Yeah, it’s a funny gag that the Fillorian population of talking animals surprisingly vastly outweighs humans. But what Julia started doing for Fillory was a bigger move than Margo was ever able to accomplish. And certainly a bigger deal than just approving of a bear’s fucking a human girl in a Fillorian pub. I’m not here to rain on the Margo parade, mind. It just doesn’t track.
I really want to be happy for where Julia is at, as we come up on the finale. This, in some ways, is where I always saw the show taking her. Because the boiled down truth was always this: Julia is a far more interesting character than Quentin. Yet in the books, we saw her sidelined. She has higher stakes. She’s endured trauma. She’s ruthless, brilliant, and has raw, unfiltered magical talent. Now it shows. She’s had far more screen time and far more character development than Quentin this season. Not that I wanted Quentin to be lost, as a character. I appreciated the scene with Quentin and his dad at the end of this episode. Despite that it felt a little crammed for time, it was still hugely touching.

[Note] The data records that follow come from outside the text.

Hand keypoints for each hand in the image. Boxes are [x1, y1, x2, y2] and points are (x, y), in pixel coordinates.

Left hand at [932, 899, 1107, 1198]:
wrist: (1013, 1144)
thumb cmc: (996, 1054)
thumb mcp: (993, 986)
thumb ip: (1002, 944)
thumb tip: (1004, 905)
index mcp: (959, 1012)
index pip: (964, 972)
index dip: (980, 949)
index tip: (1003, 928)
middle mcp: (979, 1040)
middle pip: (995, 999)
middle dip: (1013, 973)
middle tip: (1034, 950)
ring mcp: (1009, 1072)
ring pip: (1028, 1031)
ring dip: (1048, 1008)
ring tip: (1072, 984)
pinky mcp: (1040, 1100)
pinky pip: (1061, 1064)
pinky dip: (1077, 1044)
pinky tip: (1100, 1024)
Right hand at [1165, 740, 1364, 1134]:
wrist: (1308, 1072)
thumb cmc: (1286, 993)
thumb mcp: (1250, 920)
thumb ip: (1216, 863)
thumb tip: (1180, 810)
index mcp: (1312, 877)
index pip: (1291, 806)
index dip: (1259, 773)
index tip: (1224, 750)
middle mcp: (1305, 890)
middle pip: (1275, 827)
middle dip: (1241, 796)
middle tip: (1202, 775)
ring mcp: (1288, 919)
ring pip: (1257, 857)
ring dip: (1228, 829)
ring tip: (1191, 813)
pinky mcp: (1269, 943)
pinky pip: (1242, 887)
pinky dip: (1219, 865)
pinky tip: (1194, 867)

But the resolution of Julia’s trauma arc is still a travesty. And here we see it “concluded”. That’s if it even sticks. It’s as if the show is using Penny 23 as a mouthpiece for the audience. “Shoot him,” he says, as I think most of us were saying. “After everything he’s done to you two.” But Julia and Kady leave him frozen for eternity instead. Kady delivers some line about what she wanted, all this time, was punishment. Bitch, where was that at the end of the last season? The start of this one? Our Lady Underground interfered with their justice to save her rapist son. She ripped out Reynard’s god powers, slapped them onto Julia without any warning, then demoted the rapist to a pizza boy. WHO, REGARDLESS OF GOD-STATUS, IS STILL FULLY CAPABLE OF LIVING OUT HIS RAPIST LIFE TO THE FULLEST.
In this episode, Quentin gives this whole speech to Alice about choice. How taking choice away from people, preemptively or whatever, is never the answer. Magicians writers, are you listening to yourselves? Our Lady Underground robbed Julia and Kady of their choice to take their justice on Reynard. To take his life, or spare it. And Julia was fucking chill with that shit. Now, casually to fulfill some plot exposition, you bring Reynard back in for a slap on the cheek. It’s not about what happens to Reynard. It’s about taking away a survivor’s choice. And then not putting that shit in context.